Under the hood
If you are interested in how we make the tests work, this is your place.
AI agents finding test cases and generating test steps
A web app is typically composed of user flows. A user flow lets a user accomplish a certain goal. “Sign-in with email & password” is an example.
To perform a sign-in with email & password, a certain sequence of steps - interactions
- is required.
Our AI agents mimic human users (i.e., clicks input fields, signs up for newsletter) to navigate apps, interpret app intent, and identify all relevant user flows. We are recording and storing the interaction chain of a test case in an intermediate representation.
Playwright generates test code
After we record and store each test case’s interaction chain, we generate the corresponding Playwright code deterministically on the fly immediately prior to test execution.
The interaction chain can be examined in the test detail view and the Playwright trace viewer.
Use of AI agents and Playwright in Octomind end-to-end tests
Work in progress: AI auto-maintenance
We will follow a playbook to find out if a test failure is caused by a behavioral change of your user flows, the test code itself or a bug in your code. In the case of a behavioral change, we pinpoint failing interactions, and deploy the AI Agent to detect new desired interaction that will allow us to achieve the test case’s goals.
This feature is under active development and not publicly accesible yet.
Issue pinpointing
When a test case fails, we help you quickly understand what went wrong. We are providing a set of tools to help you understand the issue.
- Snapshots at the time of test failure
- traces via Playwright trace viewer
- open source Debugtopus tooling, which lets you run our tests localy, so you can set breakpoints to step through the code.
See more details in Debug your code.
Debugtopus interaction diagram
Parallel test runs for shorter runtime
Browser tests are not super fast since they are simulating a real user.
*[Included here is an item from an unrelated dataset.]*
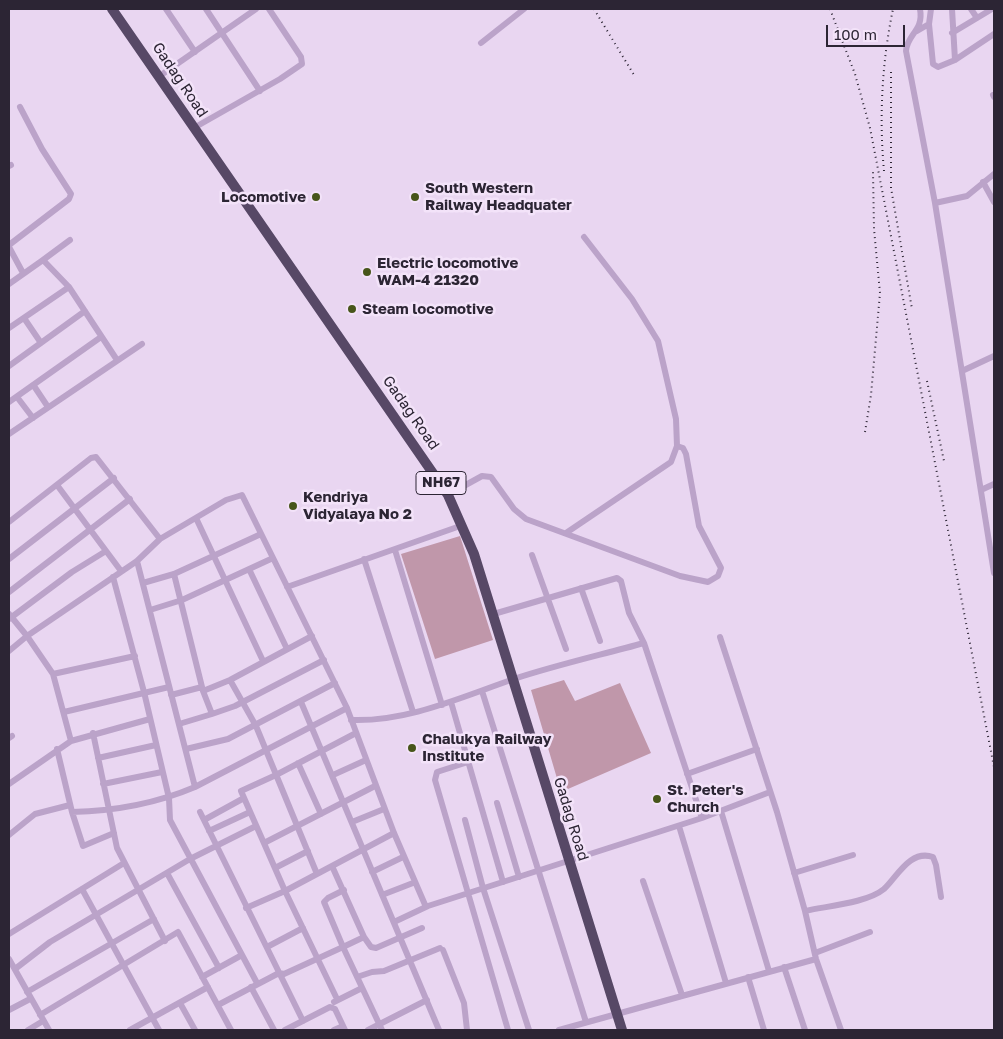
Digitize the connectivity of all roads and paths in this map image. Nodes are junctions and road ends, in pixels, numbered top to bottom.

To provide test results as fast as possible we parallelize test execution to the max.
To do so, we are fully cloud based and we scale instances up and down as needed. We are also working on techniques to separate test execution to avoid side effects for better scaling.
Octomind tests are run in parallel, so your test suite will complete in 20 minutes or less, regardless of size.
Flakiness
Test flakiness is the biggest problem of browser tests. Fighting flakiness is an active focus of research on our end. Some of the strategies we follow are:
measure | status |
---|---|
Active interaction timing to handle varying response times | work in progress |
Smart learning based retries to understand flakiness level | open |
AI based analysis of unexpected circumstances to handle temporary pop-ups, toasts and similar stuff which would otherwise break the test | open |
AI based regeneration in case of permanent user flow changes | open |
Coding rules and best practices of how to write tests in a way to avoid common pitfalls. | work in progress |